まだ今からなら追いつくかもしれない位の距離。
轟は慎重に、爆豪は飛びながらのゴールを目指しているようだ。
目を凝らして、地面を観察する。
地雷が多く埋まっているようだが、所々盛り上がっている土があったり、色の違う場所があったり。
おそらく、それらの場所に地雷が埋まっているのだろう。
──よく見れば判別はつく。
地面を強く蹴れば跳ぶことはできるだろうし早くゴールできるかもしれないが、それでは着地が心もとない。
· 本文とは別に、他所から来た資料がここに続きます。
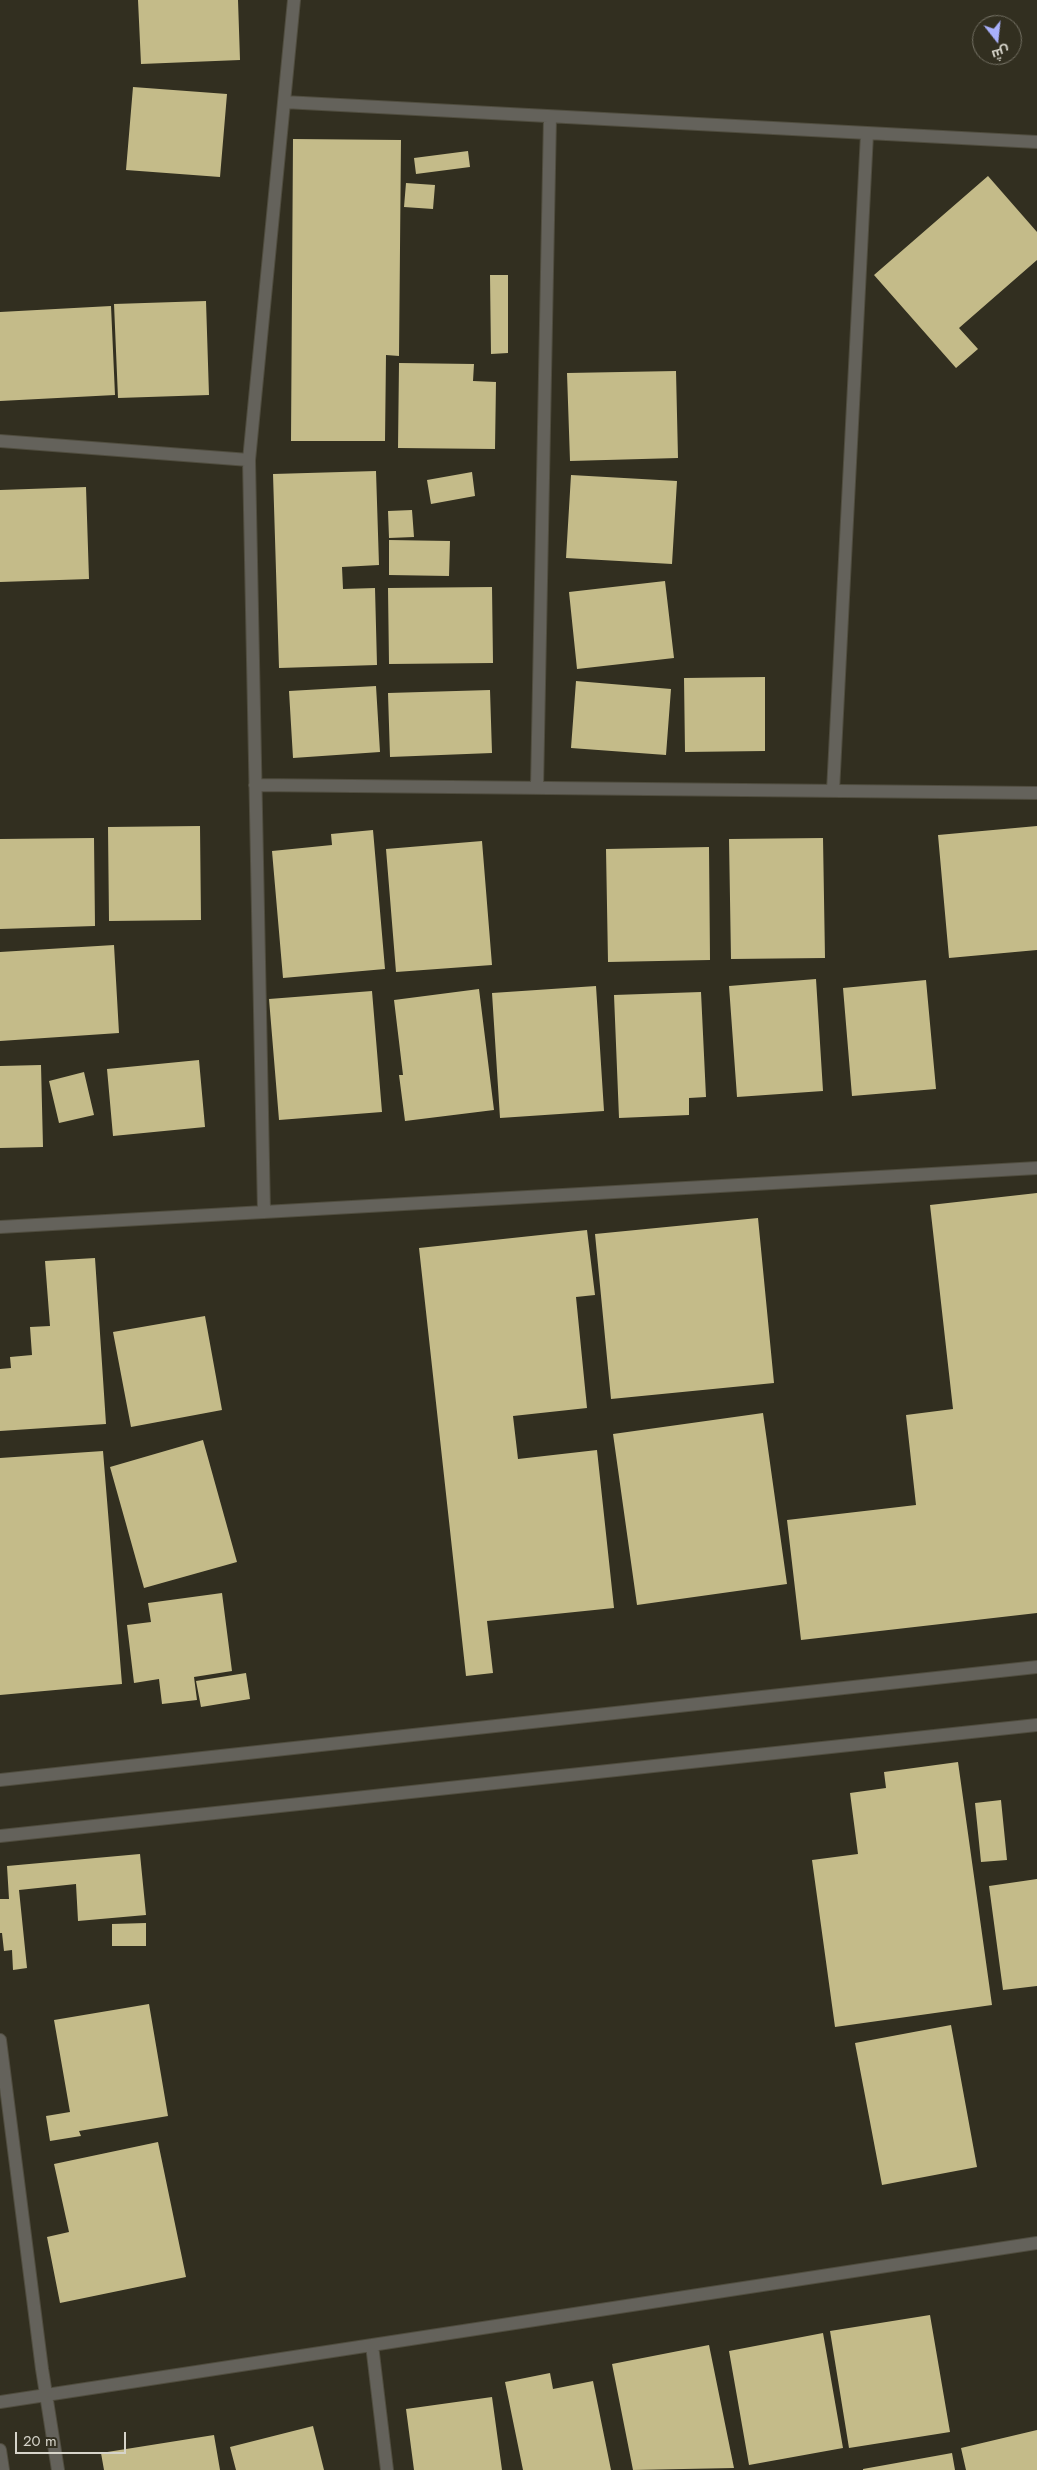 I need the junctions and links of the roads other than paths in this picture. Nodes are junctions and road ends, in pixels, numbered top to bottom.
1 (294, 0) edge
2 (284, 102) junction
3 (550, 116) junction
4 (867, 134) junction
5 (1037, 142) edge
6 (0, 441) edge
7 (249, 460) junction
8 (255, 785) junction
9 (537, 788) junction
10 (833, 791) junction
11 (1037, 793) edge
12 (1037, 1168) edge
13 (264, 1212) junction
14 (0, 1227) edge
15 (1037, 1667) edge
16 (1037, 1724) edge
17 (0, 1780) edge
18 (0, 1836) edge
19 (0, 2040) edge
20 (1037, 2243) edge
21 (372, 2345) junction
22 (46, 2394) junction
23 (0, 2402) edge
24 (0, 2450) edge
25 (3, 2470) edge
26 (58, 2470) edge
27 (387, 2470) edge

1 - 2 street
2 - 3 street
2 - 7 street
3 - 4 street
3 - 9 street
4 - 5 street
4 - 10 street
6 - 7 street
7 - 8 street
8 - 9 street
8 - 13 street
9 - 10 street
10 - 11 street
12 - 13 street
13 - 14 street
15 - 17 street
16 - 18 street
19 - 22 street
20 - 21 street
21 - 22 street
21 - 27 street
22 - 23 street
22 - 26 street
24 - 25 street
万が一地雷を踏んでしまったら、時間は大きくロスしてしまう。
だからこれも地道が1番なのだろうと、慎重な足運びで走り始めた。
暫くすると、後方で爆発音が聞こえてきた。
あまり大きくはないが、間近で聞くのは耳がやられそうだと終綴は思う。
どうやら、他の選手も追いついてきたらしい。
──急がなきゃ……
順位はなるべくキープしたいところだ。
「っ!?」
ペースを上げようとしたまさにその時、かなり後ろの方で大規模な爆発が起こった。
度々起こるものではない。
かなりの規模、離れていた終綴にさえ思わず耳を塞ぎたくなってしまったくらいである。
風も熱く、一瞬にしてその場は熱帯のような気温になった。
そんな音と熱風に驚き、振り向くと頭上を何かが飛んでいく直後だった。
先程の障害物の1つであった、ロボットの破片だろう。
──何だあれ………って、緑谷!?
そして、その破片の上に見慣れたモサモサ頭が乗っていることに気付く。
どうやら爆発を逆手に取って跳躍したらしい。
先程まで姿すら見えなかったというのに、この勢いは何なのだろう。
まだ個性を使う様子は見えないし、本当に不思議な奴だ。
抜かされた元トップ2人は、引っ張り合いを止めて1位の座を取り戻そうと走り出した。
予選であるはずなのに、まるで本戦であるかのような熱さだ。
──ここで抜かされるとは予想外だったなぁ…それも、緑谷に。
さすがだ、と評しながら終綴はやはり地道に走り続ける。
結局、終綴は4位でのゴールとなった。